Bad laws make people suffer. That truth lies at the heart of the migration law changes proposed by the Government, which wait to be passed by the Senate.
Consider the case of ‘Ali’ from Iraq. Ali (not his real name) fled Iraq because of threats against him from militias because of a family member’s history in the Ba’ath party. Although Ali was never in that party, he was targeted by association, a common and continuing problem in Iraq.
Ali fled to Indonesia and was interviewed by UNHCR, which approved his case as a refugee. Then he waited for resettlement, but it never came. After a few years, he took his chances on a boat for Australia in 2010. He was taken to Christmas Island and interviewed and then sent to the mainland detention centres. At the time he arrived he was termed an ‘offshore entry person (OEP)’ and was therefore excluded from making an application for a protection visa until the Minister lifted the bar. He was also referred to as an ‘irregular maritime arrival (IMA)’ in some Immigration documents.
Initially his case was refused by Immigration, despite the positive finding of the UNHCR in Indonesia. Fortunately his case was successful on review and in February 2011, he was accepted as meeting the refugee criteria. At the time, he was still in detention but his condition was deteriorating. He was finally released into the care of a family member who was already an Australia citizen, but he was not given permission to work. He was granted the Temporary Safe Haven Visa (TSHV) for a week, which created a new barrier to lodging a protection visa under s91K, unless the Minister lifted the bar.

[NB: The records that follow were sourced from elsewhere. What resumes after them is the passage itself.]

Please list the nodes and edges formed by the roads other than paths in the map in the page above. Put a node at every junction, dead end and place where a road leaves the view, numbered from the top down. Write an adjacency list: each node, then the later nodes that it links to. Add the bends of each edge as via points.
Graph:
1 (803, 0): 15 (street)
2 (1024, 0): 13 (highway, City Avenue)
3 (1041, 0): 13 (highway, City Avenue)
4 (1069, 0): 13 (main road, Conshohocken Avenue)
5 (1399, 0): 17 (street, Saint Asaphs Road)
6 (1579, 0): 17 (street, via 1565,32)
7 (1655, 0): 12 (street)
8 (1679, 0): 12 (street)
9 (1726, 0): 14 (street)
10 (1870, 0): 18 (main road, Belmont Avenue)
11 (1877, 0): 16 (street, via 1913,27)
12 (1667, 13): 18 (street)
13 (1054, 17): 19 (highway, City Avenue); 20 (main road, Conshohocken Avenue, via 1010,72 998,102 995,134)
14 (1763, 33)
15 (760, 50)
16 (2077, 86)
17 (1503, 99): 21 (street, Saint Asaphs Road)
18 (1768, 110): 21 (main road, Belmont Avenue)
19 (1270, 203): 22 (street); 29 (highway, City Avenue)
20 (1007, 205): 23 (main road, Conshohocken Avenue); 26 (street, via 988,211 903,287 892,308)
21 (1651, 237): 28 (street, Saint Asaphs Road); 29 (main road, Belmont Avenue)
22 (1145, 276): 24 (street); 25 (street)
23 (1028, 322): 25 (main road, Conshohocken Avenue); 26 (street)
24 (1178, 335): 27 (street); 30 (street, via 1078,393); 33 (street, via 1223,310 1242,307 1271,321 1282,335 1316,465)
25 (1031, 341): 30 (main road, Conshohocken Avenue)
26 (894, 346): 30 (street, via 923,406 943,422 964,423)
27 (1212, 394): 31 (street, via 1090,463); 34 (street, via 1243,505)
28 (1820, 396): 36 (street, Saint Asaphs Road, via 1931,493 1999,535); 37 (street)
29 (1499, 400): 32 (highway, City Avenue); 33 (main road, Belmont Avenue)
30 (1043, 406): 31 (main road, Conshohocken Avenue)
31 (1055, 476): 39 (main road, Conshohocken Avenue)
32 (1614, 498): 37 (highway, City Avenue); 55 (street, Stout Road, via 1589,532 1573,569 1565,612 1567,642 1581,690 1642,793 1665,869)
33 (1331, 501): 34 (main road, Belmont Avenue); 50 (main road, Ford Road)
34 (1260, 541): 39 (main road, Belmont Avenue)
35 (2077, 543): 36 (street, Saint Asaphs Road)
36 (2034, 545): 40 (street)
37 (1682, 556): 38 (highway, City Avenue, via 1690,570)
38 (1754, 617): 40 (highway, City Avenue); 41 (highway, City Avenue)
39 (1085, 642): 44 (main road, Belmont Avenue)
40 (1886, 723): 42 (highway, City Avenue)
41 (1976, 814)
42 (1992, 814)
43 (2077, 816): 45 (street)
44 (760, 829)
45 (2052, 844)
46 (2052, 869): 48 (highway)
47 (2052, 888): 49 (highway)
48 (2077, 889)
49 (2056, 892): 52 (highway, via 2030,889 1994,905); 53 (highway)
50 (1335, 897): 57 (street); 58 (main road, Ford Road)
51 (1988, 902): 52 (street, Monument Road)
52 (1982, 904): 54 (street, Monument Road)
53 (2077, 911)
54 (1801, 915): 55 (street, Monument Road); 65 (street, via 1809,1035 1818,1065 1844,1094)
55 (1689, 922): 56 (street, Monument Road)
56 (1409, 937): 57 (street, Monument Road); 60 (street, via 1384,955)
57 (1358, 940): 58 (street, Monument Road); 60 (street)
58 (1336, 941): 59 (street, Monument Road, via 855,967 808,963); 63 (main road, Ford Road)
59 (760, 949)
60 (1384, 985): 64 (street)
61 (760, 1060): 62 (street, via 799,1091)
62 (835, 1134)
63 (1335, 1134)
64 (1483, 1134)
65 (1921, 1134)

That is as far as he has managed to get. He has undertaken further security and police checks, all positive. His status changed by mid this year when his bridging visa E expired, but he was not granted a further bridging visa, so he is technically unlawful and at risk of detention – despite the positive refugee finding back in February 2011. Inquiries with Immigration about the case were met with standard replies such as ‘the Department is awaiting checks from an outside agency (code for ASIO)’ or ‘the case is still being processed’. It was unclear what that latter explanation meant because there was no visible progress to being granted a substantive visa.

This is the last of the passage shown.